Assassinato de Jo Cox pode gerar reviravolta no referendo que decidirá saída dos britânicos da União Europeia
O assassinato da deputada Jo Cox, no dia 16 de junho, pode ter sido um “tiro no pé” da militância fanática pela saída do Reino Unido da União Europeia, que será decidida nesta quinta-feira dia 23/06

Assassinato de Jo Cox pode gerar reviravolta no referendo que decidirá saída dos britânicos da União Europeia

Por Cláudia Colen – Especial de Londres

As últimas pesquisas de opinião realizadas depois do assassinato da deputada Jo Cox há seis dias – quinta, 16 de junho – indicam vantagem para os que defendem a permanência do Reino Unido na União Europeia (UE). O referendo está marcado para esta quinta-feira, dia 23. Pelas redes sociais, circulou uma petição para interromper a realização do referendo durante os dois dias de paralisação das campanhas, decretada após o crime. Mas ele vai mesmo acontecer em meio a uma grande comoção nacional.

Embora os resultados continuem próximos, as sondagens mais recentes revelam uma vantagem um pouco mais alargada a favor da permanência do Reino Unido na UE. As pesquisas e as reações da sociedade e da mídia em geral têm mostrado o impacto emocional que a morte violenta da europeísta Jo Cox causou.

Indefinição

Ela foi morta em Birstall, West Yorkshire, interior da Inglaterra por um militante radical contra a UE, que gritou ao comparecer pela primeira vez em tribunal: “Morte aos traidores. Liberdade para o Reino Unido”. Ao matá-la, testemunhas disseram que ele gritava “Britain First”, nome de um partido de ultra-direita que repudia também a vitória de Sadiq Khan, um muçulmano, para a prefeitura de Londres.

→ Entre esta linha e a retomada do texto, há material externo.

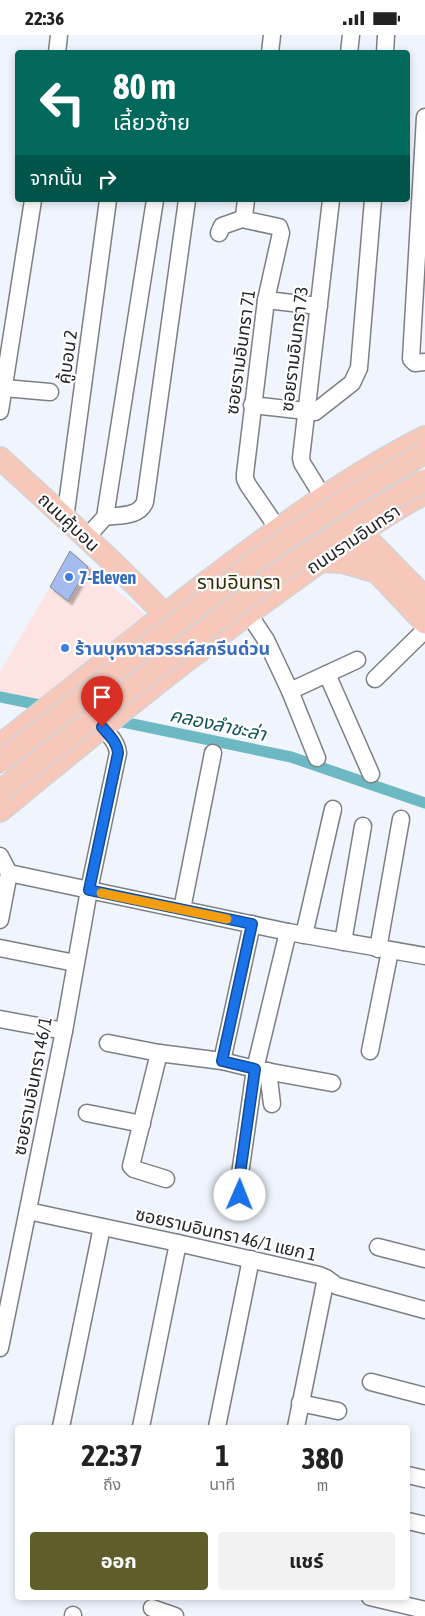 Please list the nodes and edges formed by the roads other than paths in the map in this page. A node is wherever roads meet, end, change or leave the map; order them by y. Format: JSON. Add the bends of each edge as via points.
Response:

No período entre 10 e 15 de junho, a campanha pelo Brexit (saída dos britânicos da UE) já liderava em sete de nove sondagens divulgadas. A última, publicada pelo jornal Daily Mail no domingo (três dias após a morte de Cox) coloca a intenção de permanecer na Europa à frente, com 45% dos votos contra 42% da intenção de apoio ao Brexit. No dia do homicídio da deputada, o Brexit liderava com porcentagem igual à que agora dá vantagem à permanência britânica na UE.

Repercussão

Até mesmo Nigel Farage, líder do Partido independentista UKIP – defensor ferrenho do Brexit junto com o ex-prefeito de Londres do partido Conservador Boris Johnson –  já reconhece que o assassinato de Jo Cox compromete a conquista de votos entre os eleitores indecisos e disse em entrevista à imprensa: “É preciso muita coragem para lutar contra o sistema, tivemos isso até esta horrível tragédia”.

A Diretora do Fundo Monetário Internacional (FMI), Christine Lagarde, voltou a afirmar há dois dias em Viena que a economia do Reino Unido foi beneficiada ao integrar-se à União Europeia, processo que possibilitou a indústria britânica ter papel de destaque no mercado de fornecimento da Europa em setores como o aeroespacial e automobilístico. Alertou ainda que o FMI prevê com muita preocupação riscos negativos e perigosos para a economia associados a uma saída do Reino Unido da UE. Essa intervenção teve também uma repercussão maior nos noticiários econômicos e divide opiniões.

Manifestações

Nesta quarta-feira, 22 de junho, dia em que Jo Cox completaria 42 anos, haverá manifestações e vigília em várias cidades europeias, sobretudo na Inglaterra. Em Londres, o encontro está marcado para 16 h na Trafalgar Square, centro histórico da cidade. Este pode ser mais um evento de ampla divulgação pelas redes sociais a influir no resultado do referendo no dia seguinte.